Instead use an autoresponder. The brilliant marketer, the late Corey Rudl, suggested that you need to contact a customer at least 7 times via email before they are ready to buy from you. The problem with an ebook is that you get to send the customer ONE email...and then follow up with a sale. This is not enough. Allowing someone to download your free info in one shot is rarely a good idea. Most people will file that info away without reading it. And because you've only been in contact once - the relationship building is not strong.
A better way is to break your ebook into a 7 part email autoresponder program. Let the visitor sign up for a series of lessons delivered via email (or you can place the lessons on the web in HTML or a PDF download but send emails every few days asking someone to download the lesson).
Space the emails out in the following manner, first email goes out instantly. Second email 3 days later, Third email 4 days later. And then follow this 3,4,3,4 system till the 7th email. The promo should come after the 7 email.
Doing it this way - we've found a MUCH higher conversion rate then just letting someone download a ebook or lesson in one single email contact.
With that in mind, what about if I mention to my potential customers that; after downloading my e-book they will start receiving a series of emails that complement the information in the e-book, do you think that this will work?
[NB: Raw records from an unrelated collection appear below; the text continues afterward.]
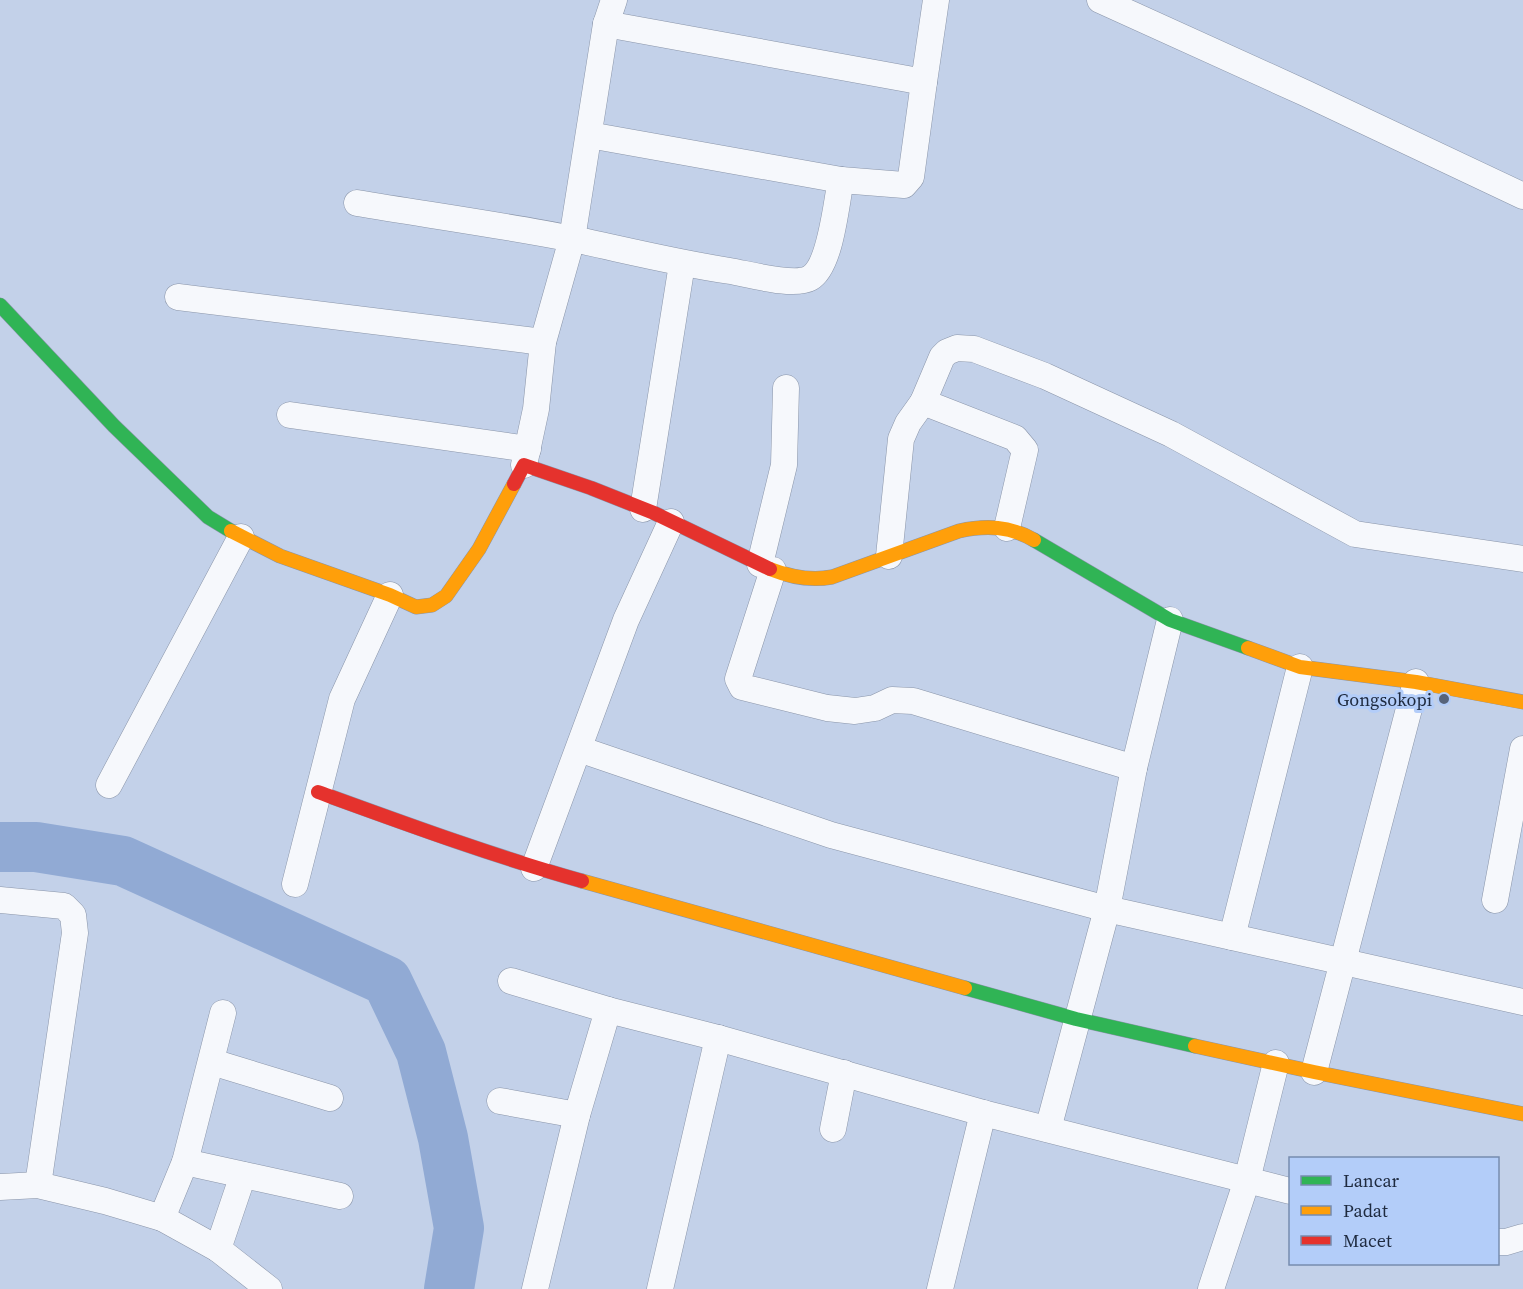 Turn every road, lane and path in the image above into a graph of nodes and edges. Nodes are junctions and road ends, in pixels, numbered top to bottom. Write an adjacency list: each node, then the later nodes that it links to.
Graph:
1 (614, 0): 4 (street)
2 (936, 0): 5 (street)
3 (1100, 0): 8 (street)
4 (606, 24): 5 (street); 6 (street)
5 (924, 82): 7 (street)
6 (589, 135): 7 (street); 10 (street)
7 (841, 180): 11 (street)
8 (1523, 196)
9 (357, 202): 10 (street)
10 (572, 239): 11 (street); 14 (street)
11 (682, 264): 19 (street)
12 (178, 297): 14 (street)
13 (0, 305): 22 (street)
14 (543, 342): 18 (street)
15 (786, 388): 25 (street)
16 (923, 402): 21 (street); 23 (street); 24 (street)
17 (290, 415): 18 (street)
18 (526, 457): 19 (street); 26 (street)
19 (643, 509): 20 (street)
20 (671, 522): 25 (street); 31 (street)
21 (1007, 528): 23 (street); 27 (street)
22 (241, 537): 26 (street); 34 (street)
23 (889, 556): 25 (street)
24 (1523, 559)
25 (766, 567): 33 (street)
26 (390, 595): 35 (street)
27 (1170, 620): 28 (street); 33 (street)
28 (1300, 667): 29 (street); 41 (street)
29 (1416, 682): 30 (street); 42 (street)
30 (1523, 702)
31 (579, 749): 36 (street); 40 (street)
32 (1523, 749): 39 (street)
33 (1134, 768): 40 (street)
34 (110, 785)
35 (318, 792): 36 (street); 37 (street)
36 (534, 868): 47 (street)
37 (294, 884)
38 (0, 900): 63 (street)
39 (1495, 900)
40 (1107, 909): 41 (street); 47 (street)
41 (1232, 937): 42 (street)
42 (1343, 961): 44 (street); 51 (street)
43 (511, 981): 45 (street)
44 (1523, 1002)
45 (609, 1011): 48 (street); 57 (street)
46 (223, 1013): 49 (street)
47 (1077, 1019): 50 (street); 59 (street)
48 (718, 1038): 52 (street); 73 (street)
49 (212, 1062): 53 (street); 60 (street)
50 (1276, 1063): 51 (street); 62 (street)
51 (1314, 1072): 56 (street)
52 (844, 1073): 55 (street); 58 (street)
53 (330, 1098)
54 (500, 1101): 57 (street)
55 (983, 1113): 59 (street); 74 (street)
56 (1523, 1114)
57 (577, 1115): 72 (street)
58 (833, 1128)
59 (1048, 1128): 62 (street)
60 (185, 1162): 61 (street); 67 (street)
61 (243, 1175): 66 (street); 70 (street)
62 (1247, 1180): 65 (street); 75 (street)
63 (38, 1185): 64 (street); 67 (street)
64 (0, 1187)
65 (1289, 1191)
66 (340, 1196)
67 (162, 1218): 70 (street)
68 (1523, 1237): 69 (street)
69 (1499, 1242)
70 (218, 1249): 71 (street)
71 (269, 1289)
72 (536, 1289)
73 (660, 1289)
74 (940, 1289)
75 (1211, 1289)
"Space the emails out in the following manner, first email goes out instantly. Second email 3 days later, Third email 4 days later. And then follow this 3,4,3,4 system till the 7th email. The promo should come after the 7 email."
Hi, a quick clarification?
Does this mean; Day 1 welcome Day 1 lesson 1 Day 4 lesson 2 Day 5 lesson 3 Day 8 etc Day 9
or day 1 welcome, lesson 1 three days later lesson 2 four days after that, lesson 3 so like this: day 1 welcome, lesson 1 day 4 lesson 2 day 8 lesson 3 etc
Easy. Let's go through what a surfer does, when he downloads a Free eBook. First, he clicks on the download link and then decides where to put the book. If you're lucky, he'll put it on his desktop (most lazy surfers do that, me included). If you are even more lucky, he'll also open it and read some sites (mostly it's more like scrolling through and absolutely not getting much while doing so).
So basically, a downloaded eBook gets lost too many times because either
- the prospect does not even find it anymore because he can't remember where he put it (hapenned even to me and I'm online for over ten years) - the prospect just does not read it
Either way your main idea is lost as there is no impact at all on your prospects/leads.